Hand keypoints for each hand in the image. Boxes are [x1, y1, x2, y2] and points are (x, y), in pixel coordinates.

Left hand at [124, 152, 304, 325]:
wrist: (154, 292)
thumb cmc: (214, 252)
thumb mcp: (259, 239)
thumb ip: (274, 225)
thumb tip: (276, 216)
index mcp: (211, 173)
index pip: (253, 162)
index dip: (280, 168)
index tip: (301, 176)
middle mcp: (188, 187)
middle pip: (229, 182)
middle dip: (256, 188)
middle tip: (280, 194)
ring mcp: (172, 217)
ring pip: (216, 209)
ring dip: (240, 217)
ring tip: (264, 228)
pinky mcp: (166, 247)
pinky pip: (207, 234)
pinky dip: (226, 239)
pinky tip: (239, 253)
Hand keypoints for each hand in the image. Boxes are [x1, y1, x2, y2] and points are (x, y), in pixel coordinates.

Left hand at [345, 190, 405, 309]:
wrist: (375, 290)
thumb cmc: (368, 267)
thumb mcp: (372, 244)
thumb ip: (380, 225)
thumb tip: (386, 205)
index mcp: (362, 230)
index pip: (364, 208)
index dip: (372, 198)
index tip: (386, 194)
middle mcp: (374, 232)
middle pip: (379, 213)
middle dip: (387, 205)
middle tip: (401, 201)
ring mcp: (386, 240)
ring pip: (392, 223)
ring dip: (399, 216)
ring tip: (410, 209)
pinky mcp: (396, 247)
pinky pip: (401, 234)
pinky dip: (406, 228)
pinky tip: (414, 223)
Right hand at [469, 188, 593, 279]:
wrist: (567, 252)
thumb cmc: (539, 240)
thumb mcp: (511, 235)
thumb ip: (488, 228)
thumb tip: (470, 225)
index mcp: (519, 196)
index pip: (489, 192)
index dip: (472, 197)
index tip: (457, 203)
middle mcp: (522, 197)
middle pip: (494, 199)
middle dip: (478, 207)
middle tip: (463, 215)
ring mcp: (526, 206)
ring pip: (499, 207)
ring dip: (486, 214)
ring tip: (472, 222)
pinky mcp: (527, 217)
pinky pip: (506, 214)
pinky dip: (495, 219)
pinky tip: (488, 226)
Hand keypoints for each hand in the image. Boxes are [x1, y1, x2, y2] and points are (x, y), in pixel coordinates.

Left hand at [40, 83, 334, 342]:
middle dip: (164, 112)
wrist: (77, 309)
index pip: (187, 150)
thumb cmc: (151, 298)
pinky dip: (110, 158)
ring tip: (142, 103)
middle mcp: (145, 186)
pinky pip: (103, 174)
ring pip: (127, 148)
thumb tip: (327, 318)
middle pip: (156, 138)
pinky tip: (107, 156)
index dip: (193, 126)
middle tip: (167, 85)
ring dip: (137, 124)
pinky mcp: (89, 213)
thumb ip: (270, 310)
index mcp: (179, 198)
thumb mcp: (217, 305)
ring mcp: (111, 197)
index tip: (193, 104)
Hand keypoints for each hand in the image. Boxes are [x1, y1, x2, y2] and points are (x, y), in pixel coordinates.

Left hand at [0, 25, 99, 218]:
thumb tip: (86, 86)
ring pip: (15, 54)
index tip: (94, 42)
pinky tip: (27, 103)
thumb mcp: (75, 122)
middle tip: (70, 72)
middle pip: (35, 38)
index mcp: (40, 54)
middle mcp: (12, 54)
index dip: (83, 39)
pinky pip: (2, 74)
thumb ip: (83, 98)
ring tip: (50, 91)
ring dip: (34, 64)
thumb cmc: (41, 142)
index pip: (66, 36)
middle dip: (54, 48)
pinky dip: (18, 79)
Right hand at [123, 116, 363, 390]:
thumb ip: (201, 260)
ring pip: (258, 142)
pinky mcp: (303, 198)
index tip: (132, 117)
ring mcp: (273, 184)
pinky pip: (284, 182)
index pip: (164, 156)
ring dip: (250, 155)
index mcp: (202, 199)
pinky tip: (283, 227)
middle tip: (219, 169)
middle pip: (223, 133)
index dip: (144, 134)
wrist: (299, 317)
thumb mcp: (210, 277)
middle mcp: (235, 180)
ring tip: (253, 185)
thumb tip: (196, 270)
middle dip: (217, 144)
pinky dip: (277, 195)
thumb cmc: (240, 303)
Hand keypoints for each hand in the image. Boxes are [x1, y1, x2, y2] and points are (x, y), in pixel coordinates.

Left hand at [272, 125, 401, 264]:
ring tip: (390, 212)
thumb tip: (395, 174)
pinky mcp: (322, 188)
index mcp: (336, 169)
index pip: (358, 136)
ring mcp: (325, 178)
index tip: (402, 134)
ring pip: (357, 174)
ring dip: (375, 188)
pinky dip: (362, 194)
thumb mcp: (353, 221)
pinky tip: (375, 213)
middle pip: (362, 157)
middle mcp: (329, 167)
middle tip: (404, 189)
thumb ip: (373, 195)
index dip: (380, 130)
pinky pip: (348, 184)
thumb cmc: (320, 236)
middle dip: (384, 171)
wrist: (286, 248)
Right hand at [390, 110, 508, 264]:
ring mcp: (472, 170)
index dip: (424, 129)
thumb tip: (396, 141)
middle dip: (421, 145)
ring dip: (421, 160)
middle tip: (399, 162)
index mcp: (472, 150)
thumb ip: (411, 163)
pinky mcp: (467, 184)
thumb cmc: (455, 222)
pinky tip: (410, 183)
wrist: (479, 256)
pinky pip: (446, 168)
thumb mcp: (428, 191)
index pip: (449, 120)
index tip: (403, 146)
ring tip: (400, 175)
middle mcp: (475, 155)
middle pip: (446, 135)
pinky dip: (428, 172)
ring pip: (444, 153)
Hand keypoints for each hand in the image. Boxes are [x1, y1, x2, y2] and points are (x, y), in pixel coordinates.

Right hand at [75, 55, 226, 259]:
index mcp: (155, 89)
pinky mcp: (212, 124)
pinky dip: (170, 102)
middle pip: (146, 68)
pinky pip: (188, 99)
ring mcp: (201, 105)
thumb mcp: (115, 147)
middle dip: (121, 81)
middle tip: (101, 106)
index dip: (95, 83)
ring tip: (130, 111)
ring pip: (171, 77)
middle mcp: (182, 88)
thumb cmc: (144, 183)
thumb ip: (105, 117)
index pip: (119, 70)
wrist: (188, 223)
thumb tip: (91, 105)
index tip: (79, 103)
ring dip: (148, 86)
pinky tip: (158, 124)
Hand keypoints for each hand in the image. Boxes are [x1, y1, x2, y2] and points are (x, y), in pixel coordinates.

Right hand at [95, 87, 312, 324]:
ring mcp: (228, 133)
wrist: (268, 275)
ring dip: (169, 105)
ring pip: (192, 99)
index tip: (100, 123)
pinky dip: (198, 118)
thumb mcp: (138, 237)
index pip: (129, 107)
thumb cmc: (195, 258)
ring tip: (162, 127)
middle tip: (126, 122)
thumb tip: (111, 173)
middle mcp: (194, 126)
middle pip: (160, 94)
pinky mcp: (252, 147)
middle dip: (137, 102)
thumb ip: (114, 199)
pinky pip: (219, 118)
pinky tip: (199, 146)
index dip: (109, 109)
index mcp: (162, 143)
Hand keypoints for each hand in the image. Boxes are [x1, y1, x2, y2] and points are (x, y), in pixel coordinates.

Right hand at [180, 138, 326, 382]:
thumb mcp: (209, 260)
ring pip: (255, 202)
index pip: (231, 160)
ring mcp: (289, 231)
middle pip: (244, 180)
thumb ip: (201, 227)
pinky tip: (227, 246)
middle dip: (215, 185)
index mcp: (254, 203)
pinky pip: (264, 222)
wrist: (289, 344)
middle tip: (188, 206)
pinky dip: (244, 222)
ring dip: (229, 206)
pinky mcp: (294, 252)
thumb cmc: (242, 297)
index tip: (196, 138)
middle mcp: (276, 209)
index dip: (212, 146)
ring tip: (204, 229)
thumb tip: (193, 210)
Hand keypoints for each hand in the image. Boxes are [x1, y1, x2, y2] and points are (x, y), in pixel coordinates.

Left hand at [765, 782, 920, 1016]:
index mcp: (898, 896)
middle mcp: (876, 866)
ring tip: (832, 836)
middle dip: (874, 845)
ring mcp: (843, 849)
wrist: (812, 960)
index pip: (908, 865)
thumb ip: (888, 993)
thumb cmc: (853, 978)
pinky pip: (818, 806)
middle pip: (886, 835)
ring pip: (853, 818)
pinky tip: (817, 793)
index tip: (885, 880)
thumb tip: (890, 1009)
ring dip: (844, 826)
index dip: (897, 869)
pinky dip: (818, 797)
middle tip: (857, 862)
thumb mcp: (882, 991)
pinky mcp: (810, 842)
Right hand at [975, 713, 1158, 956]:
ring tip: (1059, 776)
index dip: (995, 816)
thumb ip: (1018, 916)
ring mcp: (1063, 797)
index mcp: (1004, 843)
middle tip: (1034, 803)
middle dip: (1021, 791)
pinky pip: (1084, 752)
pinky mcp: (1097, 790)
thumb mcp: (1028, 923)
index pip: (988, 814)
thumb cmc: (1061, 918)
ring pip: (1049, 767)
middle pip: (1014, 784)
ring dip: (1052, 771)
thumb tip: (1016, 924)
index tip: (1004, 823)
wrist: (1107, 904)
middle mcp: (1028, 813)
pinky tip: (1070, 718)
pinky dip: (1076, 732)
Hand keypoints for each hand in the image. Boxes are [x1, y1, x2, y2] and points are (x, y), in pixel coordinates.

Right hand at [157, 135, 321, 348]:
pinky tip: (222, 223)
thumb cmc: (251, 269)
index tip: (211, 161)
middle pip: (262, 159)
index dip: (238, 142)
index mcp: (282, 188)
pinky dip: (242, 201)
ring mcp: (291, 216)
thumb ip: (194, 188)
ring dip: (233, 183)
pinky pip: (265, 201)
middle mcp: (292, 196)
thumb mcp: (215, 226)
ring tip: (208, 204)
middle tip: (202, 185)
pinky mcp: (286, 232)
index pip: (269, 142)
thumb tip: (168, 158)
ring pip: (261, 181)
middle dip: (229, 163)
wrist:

Task statement: Above are the records; repeat exactly the lines from the one holding "ring dip: (240, 217)" down to the one holding "pinky tip: (107, 156)", end lines included.

Response area:
ring dip: (240, 217)
ring tip: (264, 228)
pinky mcp: (166, 247)
pinky pip: (207, 234)
pinky dip: (226, 239)
pinky tip: (239, 253)
Hand keypoints for each hand in the image. Boxes are [x1, y1, x2, y2] and points are (x, y), in pixel coordinates.

Left hand at [345, 190, 405, 309]:
wrist: (375, 290)
thumb cmc: (368, 267)
thumb mcp: (372, 244)
thumb ip: (380, 225)
thumb tip: (386, 205)
index mcp: (362, 230)
index pip: (364, 208)
index dip: (372, 198)
index tip: (386, 194)
middle mcp: (374, 232)
middle pip: (379, 213)
middle dip: (387, 205)
middle tip: (401, 201)
ring mcp: (386, 240)
ring pip: (392, 223)
ring dip: (399, 216)
ring tip: (410, 209)
pinky mcp: (396, 247)
pinky pip: (401, 234)
pinky dip: (406, 228)
pinky tip: (414, 223)
Right hand at [469, 188, 593, 279]:
wrist: (567, 252)
thumb cmc: (539, 240)
thumb mcp: (511, 235)
thumb ip: (488, 228)
thumb tip: (470, 225)
index mcp: (519, 196)
index pip: (489, 192)
index dip: (472, 197)
index tip: (457, 203)
middle mcp: (522, 197)
middle pip: (494, 199)
middle dip: (478, 207)
middle tip: (463, 215)
ring mcp: (526, 206)
ring pip: (499, 207)
ring dip: (486, 214)
ring tip: (472, 222)
pinky mcp: (527, 217)
pinky pip: (506, 214)
pinky dip: (495, 219)
pinky tip: (488, 226)
Hand keypoints for each hand in the image. Boxes are [x1, y1, x2, y2] and points are (x, y), in pixel coordinates.

Left hand at [40, 83, 334, 342]:
middle dip: (164, 112)
wrist: (77, 309)
index pip: (187, 150)
thumb cmc: (151, 298)
pinky dip: (110, 158)
ring tip: (142, 103)
middle mcp: (145, 186)
pinky pip: (103, 174)
ring pip: (127, 148)
thumb tip: (327, 318)
middle pip: (156, 138)
pinky tip: (107, 156)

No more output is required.